The treatment could give him a few extra months, he notes, maybe a year, hopefully in clear conscience and without too much pain. “I’m ready to die,” he says, wearily shrugging his shoulders. “But my children are not ready to let me go.”

His doctor, a neurosurgeon in his early 40s, showed him statistics, explained the chances and risks of the surgery and also the possible side effects that the subsequent drug regimen could have on the weakened body of the 84-year old. But he also told him about patients he had who tolerated the treatment well and were able to enjoy a few extra months of quality lifetime. Fishman adds he trusts his doctor. “He’s a very talented surgeon and a recognized specialist in his field.” But when the young doctor had shared all his knowledge with his elderly patient, says Fishman with a sad smile, he just looked at him with large eyes, because he didn’t have a language for the diagnosis of impending death.

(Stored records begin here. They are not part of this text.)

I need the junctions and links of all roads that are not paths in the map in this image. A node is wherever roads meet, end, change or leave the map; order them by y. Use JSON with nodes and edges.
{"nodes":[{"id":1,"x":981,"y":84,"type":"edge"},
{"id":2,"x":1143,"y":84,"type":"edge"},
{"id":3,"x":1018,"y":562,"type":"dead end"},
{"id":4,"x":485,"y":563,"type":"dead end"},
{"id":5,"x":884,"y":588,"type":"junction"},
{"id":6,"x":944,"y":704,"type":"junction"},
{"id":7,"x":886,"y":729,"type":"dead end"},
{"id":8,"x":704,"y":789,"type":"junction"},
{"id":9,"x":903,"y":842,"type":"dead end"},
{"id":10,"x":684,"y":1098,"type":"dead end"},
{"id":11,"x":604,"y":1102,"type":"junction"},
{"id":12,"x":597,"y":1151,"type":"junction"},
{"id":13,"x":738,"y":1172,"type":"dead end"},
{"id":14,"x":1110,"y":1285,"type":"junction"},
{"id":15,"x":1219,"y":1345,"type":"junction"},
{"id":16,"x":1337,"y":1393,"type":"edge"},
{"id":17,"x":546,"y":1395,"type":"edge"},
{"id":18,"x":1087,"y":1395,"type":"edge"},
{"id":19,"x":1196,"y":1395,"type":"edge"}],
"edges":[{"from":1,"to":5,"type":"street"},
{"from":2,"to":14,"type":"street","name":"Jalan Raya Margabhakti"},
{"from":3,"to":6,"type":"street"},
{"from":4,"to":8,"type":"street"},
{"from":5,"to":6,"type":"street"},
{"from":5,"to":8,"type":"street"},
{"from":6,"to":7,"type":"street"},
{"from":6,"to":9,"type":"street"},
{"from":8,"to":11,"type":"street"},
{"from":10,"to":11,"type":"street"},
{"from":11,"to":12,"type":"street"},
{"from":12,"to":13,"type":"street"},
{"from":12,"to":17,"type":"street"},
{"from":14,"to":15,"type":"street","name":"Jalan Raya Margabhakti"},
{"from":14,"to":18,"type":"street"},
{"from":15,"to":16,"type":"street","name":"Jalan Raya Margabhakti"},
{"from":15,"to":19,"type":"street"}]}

Juliet Mavromatis, too, had to find a language – not from the books, but from her daily work as an internist. When she went to medical school in the 1990s, there were no classes offered that taught students how to deal with the limitations of their field, and how to communication them.

“I probably learned from observing,” Mavromatis says, “from my seniors, who were talking with dying patients at their bedside.”  She says she found it hard when she had to do it by herself for the first time. “But once you have helped a person die in a manner that maintains dignity and is peaceful for the family, you get a strong sense of reward, and that makes it a little easier down the road.”

It’s impossible to study end-of-life conversations just in theory, says Dr. Kari Esbensen, a palliative care physician at Emory University Hospital in Atlanta. Unlike other medical schools, Emory doesn’t use actors and role-plays to stage end-of-life conversations. “Because a lot of time it’s forced and artificial,” she says adding that often, students don’t take it seriously.

“At many teaching hospitals, there’s a bias against having students follow dying patients,” Esbensen says, adding that she’s trying to change this mindset. That’s why she takes her students, after a classroom session about end-of-life communication skills, and only in small groups, to the bedside of terminally ill patients. “For all of us, there’s much to be learned from the dying,” she says.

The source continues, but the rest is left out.